Task prompt:
Reproduce the entries below in full, word for word.
━━━━━━━━━━
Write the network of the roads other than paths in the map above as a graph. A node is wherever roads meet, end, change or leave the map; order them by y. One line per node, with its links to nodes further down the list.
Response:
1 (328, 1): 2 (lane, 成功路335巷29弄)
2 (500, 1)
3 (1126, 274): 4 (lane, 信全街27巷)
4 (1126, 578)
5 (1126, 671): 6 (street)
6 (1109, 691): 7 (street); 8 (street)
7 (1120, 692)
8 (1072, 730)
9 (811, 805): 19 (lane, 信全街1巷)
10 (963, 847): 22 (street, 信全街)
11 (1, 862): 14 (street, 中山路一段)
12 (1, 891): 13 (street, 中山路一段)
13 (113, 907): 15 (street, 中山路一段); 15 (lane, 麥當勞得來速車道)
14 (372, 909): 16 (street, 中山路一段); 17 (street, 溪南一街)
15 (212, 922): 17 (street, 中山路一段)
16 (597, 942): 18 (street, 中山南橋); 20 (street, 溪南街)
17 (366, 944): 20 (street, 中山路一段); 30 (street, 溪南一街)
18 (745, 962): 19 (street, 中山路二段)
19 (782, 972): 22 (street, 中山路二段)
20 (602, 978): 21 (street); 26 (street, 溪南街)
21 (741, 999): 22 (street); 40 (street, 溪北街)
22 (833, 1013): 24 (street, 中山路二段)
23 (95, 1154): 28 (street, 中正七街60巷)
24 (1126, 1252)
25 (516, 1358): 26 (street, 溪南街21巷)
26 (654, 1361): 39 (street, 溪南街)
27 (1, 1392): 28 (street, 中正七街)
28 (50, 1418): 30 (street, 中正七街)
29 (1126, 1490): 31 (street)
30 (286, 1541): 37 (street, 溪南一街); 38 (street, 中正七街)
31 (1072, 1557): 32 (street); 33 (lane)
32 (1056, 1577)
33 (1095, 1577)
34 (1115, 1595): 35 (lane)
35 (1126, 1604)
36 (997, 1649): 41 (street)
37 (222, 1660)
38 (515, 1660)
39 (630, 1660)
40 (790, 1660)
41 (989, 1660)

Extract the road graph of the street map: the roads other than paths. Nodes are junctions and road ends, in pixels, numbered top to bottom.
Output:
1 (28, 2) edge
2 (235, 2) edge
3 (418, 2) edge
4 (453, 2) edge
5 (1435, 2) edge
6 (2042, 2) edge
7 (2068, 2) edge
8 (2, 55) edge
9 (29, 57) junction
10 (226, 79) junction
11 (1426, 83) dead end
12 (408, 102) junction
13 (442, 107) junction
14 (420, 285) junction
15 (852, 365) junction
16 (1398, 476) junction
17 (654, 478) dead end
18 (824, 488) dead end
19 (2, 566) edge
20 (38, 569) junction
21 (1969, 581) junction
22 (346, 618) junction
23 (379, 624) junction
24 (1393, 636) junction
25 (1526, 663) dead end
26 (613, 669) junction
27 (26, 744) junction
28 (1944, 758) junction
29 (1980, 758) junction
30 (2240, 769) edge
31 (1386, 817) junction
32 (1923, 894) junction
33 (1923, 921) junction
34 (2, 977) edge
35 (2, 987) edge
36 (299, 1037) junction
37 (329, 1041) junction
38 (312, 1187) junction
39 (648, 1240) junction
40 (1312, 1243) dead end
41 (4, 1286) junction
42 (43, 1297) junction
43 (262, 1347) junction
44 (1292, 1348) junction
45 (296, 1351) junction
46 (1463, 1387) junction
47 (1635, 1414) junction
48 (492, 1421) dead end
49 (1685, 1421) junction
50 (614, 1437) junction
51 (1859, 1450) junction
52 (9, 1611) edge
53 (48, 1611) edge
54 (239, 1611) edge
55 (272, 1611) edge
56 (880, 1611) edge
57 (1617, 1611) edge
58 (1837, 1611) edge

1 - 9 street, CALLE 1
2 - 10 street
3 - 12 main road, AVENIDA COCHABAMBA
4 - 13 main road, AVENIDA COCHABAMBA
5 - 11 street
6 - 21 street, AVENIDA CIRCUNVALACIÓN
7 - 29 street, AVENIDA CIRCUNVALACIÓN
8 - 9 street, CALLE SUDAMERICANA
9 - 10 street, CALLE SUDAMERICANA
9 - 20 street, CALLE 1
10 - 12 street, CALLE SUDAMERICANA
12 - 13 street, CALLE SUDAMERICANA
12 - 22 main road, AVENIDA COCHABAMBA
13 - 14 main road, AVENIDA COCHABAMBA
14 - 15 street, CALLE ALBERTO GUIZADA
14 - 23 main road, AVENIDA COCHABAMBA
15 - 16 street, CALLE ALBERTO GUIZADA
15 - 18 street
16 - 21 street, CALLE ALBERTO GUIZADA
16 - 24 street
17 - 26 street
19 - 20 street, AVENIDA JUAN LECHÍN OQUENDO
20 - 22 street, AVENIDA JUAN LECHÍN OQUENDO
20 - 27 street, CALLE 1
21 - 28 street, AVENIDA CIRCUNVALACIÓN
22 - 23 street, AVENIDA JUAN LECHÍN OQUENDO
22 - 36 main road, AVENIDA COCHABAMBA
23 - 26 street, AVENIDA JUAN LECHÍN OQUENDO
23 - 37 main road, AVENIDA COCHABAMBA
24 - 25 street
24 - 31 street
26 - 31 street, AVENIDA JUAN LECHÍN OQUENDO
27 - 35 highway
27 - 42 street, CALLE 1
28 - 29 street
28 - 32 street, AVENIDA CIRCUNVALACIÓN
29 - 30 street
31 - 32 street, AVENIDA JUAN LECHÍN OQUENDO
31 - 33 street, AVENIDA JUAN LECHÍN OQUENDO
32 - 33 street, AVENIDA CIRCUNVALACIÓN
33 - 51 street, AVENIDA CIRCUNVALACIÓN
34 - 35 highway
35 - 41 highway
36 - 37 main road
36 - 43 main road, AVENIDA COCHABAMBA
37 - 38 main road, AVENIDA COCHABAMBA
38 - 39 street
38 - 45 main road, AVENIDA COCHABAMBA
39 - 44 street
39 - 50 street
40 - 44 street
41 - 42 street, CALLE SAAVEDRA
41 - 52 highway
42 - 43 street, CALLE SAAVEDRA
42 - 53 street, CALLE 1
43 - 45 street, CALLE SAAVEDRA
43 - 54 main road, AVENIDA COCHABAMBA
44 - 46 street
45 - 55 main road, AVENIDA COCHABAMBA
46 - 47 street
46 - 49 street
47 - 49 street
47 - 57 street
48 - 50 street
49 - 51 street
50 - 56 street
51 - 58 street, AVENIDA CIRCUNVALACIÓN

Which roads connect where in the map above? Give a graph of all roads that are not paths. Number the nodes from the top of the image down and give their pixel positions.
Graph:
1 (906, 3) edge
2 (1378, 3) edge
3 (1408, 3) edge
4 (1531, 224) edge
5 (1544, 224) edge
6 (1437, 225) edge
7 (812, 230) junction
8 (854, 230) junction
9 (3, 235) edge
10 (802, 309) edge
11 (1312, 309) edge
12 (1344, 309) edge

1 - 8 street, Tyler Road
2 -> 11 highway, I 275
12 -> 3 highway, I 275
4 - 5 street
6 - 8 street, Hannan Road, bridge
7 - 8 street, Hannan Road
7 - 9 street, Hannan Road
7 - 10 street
━━━━━━━━━━
Solution for this problem:
Write the network of the roads other than paths in the map above as a graph. A node is wherever roads meet, end, change or leave the map; order them by y. One line per node, with its links to nodes further down the list.
Response:
1 (328, 1): 2 (lane, 成功路335巷29弄)
2 (500, 1)
3 (1126, 274): 4 (lane, 信全街27巷)
4 (1126, 578)
5 (1126, 671): 6 (street)
6 (1109, 691): 7 (street); 8 (street)
7 (1120, 692)
8 (1072, 730)
9 (811, 805): 19 (lane, 信全街1巷)
10 (963, 847): 22 (street, 信全街)
11 (1, 862): 14 (street, 中山路一段)
12 (1, 891): 13 (street, 中山路一段)
13 (113, 907): 15 (street, 中山路一段); 15 (lane, 麥當勞得來速車道)
14 (372, 909): 16 (street, 中山路一段); 17 (street, 溪南一街)
15 (212, 922): 17 (street, 中山路一段)
16 (597, 942): 18 (street, 中山南橋); 20 (street, 溪南街)
17 (366, 944): 20 (street, 中山路一段); 30 (street, 溪南一街)
18 (745, 962): 19 (street, 中山路二段)
19 (782, 972): 22 (street, 中山路二段)
20 (602, 978): 21 (street); 26 (street, 溪南街)
21 (741, 999): 22 (street); 40 (street, 溪北街)
22 (833, 1013): 24 (street, 中山路二段)
23 (95, 1154): 28 (street, 中正七街60巷)
24 (1126, 1252)
25 (516, 1358): 26 (street, 溪南街21巷)
26 (654, 1361): 39 (street, 溪南街)
27 (1, 1392): 28 (street, 中正七街)
28 (50, 1418): 30 (street, 中正七街)
29 (1126, 1490): 31 (street)
30 (286, 1541): 37 (street, 溪南一街); 38 (street, 中正七街)
31 (1072, 1557): 32 (street); 33 (lane)
32 (1056, 1577)
33 (1095, 1577)
34 (1115, 1595): 35 (lane)
35 (1126, 1604)
36 (997, 1649): 41 (street)
37 (222, 1660)
38 (515, 1660)
39 (630, 1660)
40 (790, 1660)
41 (989, 1660)

Extract the road graph of the street map: the roads other than paths. Nodes are junctions and road ends, in pixels, numbered top to bottom.
Output:
1 (28, 2) edge
2 (235, 2) edge
3 (418, 2) edge
4 (453, 2) edge
5 (1435, 2) edge
6 (2042, 2) edge
7 (2068, 2) edge
8 (2, 55) edge
9 (29, 57) junction
10 (226, 79) junction
11 (1426, 83) dead end
12 (408, 102) junction
13 (442, 107) junction
14 (420, 285) junction
15 (852, 365) junction
16 (1398, 476) junction
17 (654, 478) dead end
18 (824, 488) dead end
19 (2, 566) edge
20 (38, 569) junction
21 (1969, 581) junction
22 (346, 618) junction
23 (379, 624) junction
24 (1393, 636) junction
25 (1526, 663) dead end
26 (613, 669) junction
27 (26, 744) junction
28 (1944, 758) junction
29 (1980, 758) junction
30 (2240, 769) edge
31 (1386, 817) junction
32 (1923, 894) junction
33 (1923, 921) junction
34 (2, 977) edge
35 (2, 987) edge
36 (299, 1037) junction
37 (329, 1041) junction
38 (312, 1187) junction
39 (648, 1240) junction
40 (1312, 1243) dead end
41 (4, 1286) junction
42 (43, 1297) junction
43 (262, 1347) junction
44 (1292, 1348) junction
45 (296, 1351) junction
46 (1463, 1387) junction
47 (1635, 1414) junction
48 (492, 1421) dead end
49 (1685, 1421) junction
50 (614, 1437) junction
51 (1859, 1450) junction
52 (9, 1611) edge
53 (48, 1611) edge
54 (239, 1611) edge
55 (272, 1611) edge
56 (880, 1611) edge
57 (1617, 1611) edge
58 (1837, 1611) edge

1 - 9 street, CALLE 1
2 - 10 street
3 - 12 main road, AVENIDA COCHABAMBA
4 - 13 main road, AVENIDA COCHABAMBA
5 - 11 street
6 - 21 street, AVENIDA CIRCUNVALACIÓN
7 - 29 street, AVENIDA CIRCUNVALACIÓN
8 - 9 street, CALLE SUDAMERICANA
9 - 10 street, CALLE SUDAMERICANA
9 - 20 street, CALLE 1
10 - 12 street, CALLE SUDAMERICANA
12 - 13 street, CALLE SUDAMERICANA
12 - 22 main road, AVENIDA COCHABAMBA
13 - 14 main road, AVENIDA COCHABAMBA
14 - 15 street, CALLE ALBERTO GUIZADA
14 - 23 main road, AVENIDA COCHABAMBA
15 - 16 street, CALLE ALBERTO GUIZADA
15 - 18 street
16 - 21 street, CALLE ALBERTO GUIZADA
16 - 24 street
17 - 26 street
19 - 20 street, AVENIDA JUAN LECHÍN OQUENDO
20 - 22 street, AVENIDA JUAN LECHÍN OQUENDO
20 - 27 street, CALLE 1
21 - 28 street, AVENIDA CIRCUNVALACIÓN
22 - 23 street, AVENIDA JUAN LECHÍN OQUENDO
22 - 36 main road, AVENIDA COCHABAMBA
23 - 26 street, AVENIDA JUAN LECHÍN OQUENDO
23 - 37 main road, AVENIDA COCHABAMBA
24 - 25 street
24 - 31 street
26 - 31 street, AVENIDA JUAN LECHÍN OQUENDO
27 - 35 highway
27 - 42 street, CALLE 1
28 - 29 street
28 - 32 street, AVENIDA CIRCUNVALACIÓN
29 - 30 street
31 - 32 street, AVENIDA JUAN LECHÍN OQUENDO
31 - 33 street, AVENIDA JUAN LECHÍN OQUENDO
32 - 33 street, AVENIDA CIRCUNVALACIÓN
33 - 51 street, AVENIDA CIRCUNVALACIÓN
34 - 35 highway
35 - 41 highway
36 - 37 main road
36 - 43 main road, AVENIDA COCHABAMBA
37 - 38 main road, AVENIDA COCHABAMBA
38 - 39 street
38 - 45 main road, AVENIDA COCHABAMBA
39 - 44 street
39 - 50 street
40 - 44 street
41 - 42 street, CALLE SAAVEDRA
41 - 52 highway
42 - 43 street, CALLE SAAVEDRA
42 - 53 street, CALLE 1
43 - 45 street, CALLE SAAVEDRA
43 - 54 main road, AVENIDA COCHABAMBA
44 - 46 street
45 - 55 main road, AVENIDA COCHABAMBA
46 - 47 street
46 - 49 street
47 - 49 street
47 - 57 street
48 - 50 street
49 - 51 street
50 - 56 street
51 - 58 street, AVENIDA CIRCUNVALACIÓN

Which roads connect where in the map above? Give a graph of all roads that are not paths. Number the nodes from the top of the image down and give their pixel positions.
Graph:
1 (906, 3) edge
2 (1378, 3) edge
3 (1408, 3) edge
4 (1531, 224) edge
5 (1544, 224) edge
6 (1437, 225) edge
7 (812, 230) junction
8 (854, 230) junction
9 (3, 235) edge
10 (802, 309) edge
11 (1312, 309) edge
12 (1344, 309) edge

1 - 8 street, Tyler Road
2 -> 11 highway, I 275
12 -> 3 highway, I 275
4 - 5 street
6 - 8 street, Hannan Road, bridge
7 - 8 street, Hannan Road
7 - 9 street, Hannan Road
7 - 10 street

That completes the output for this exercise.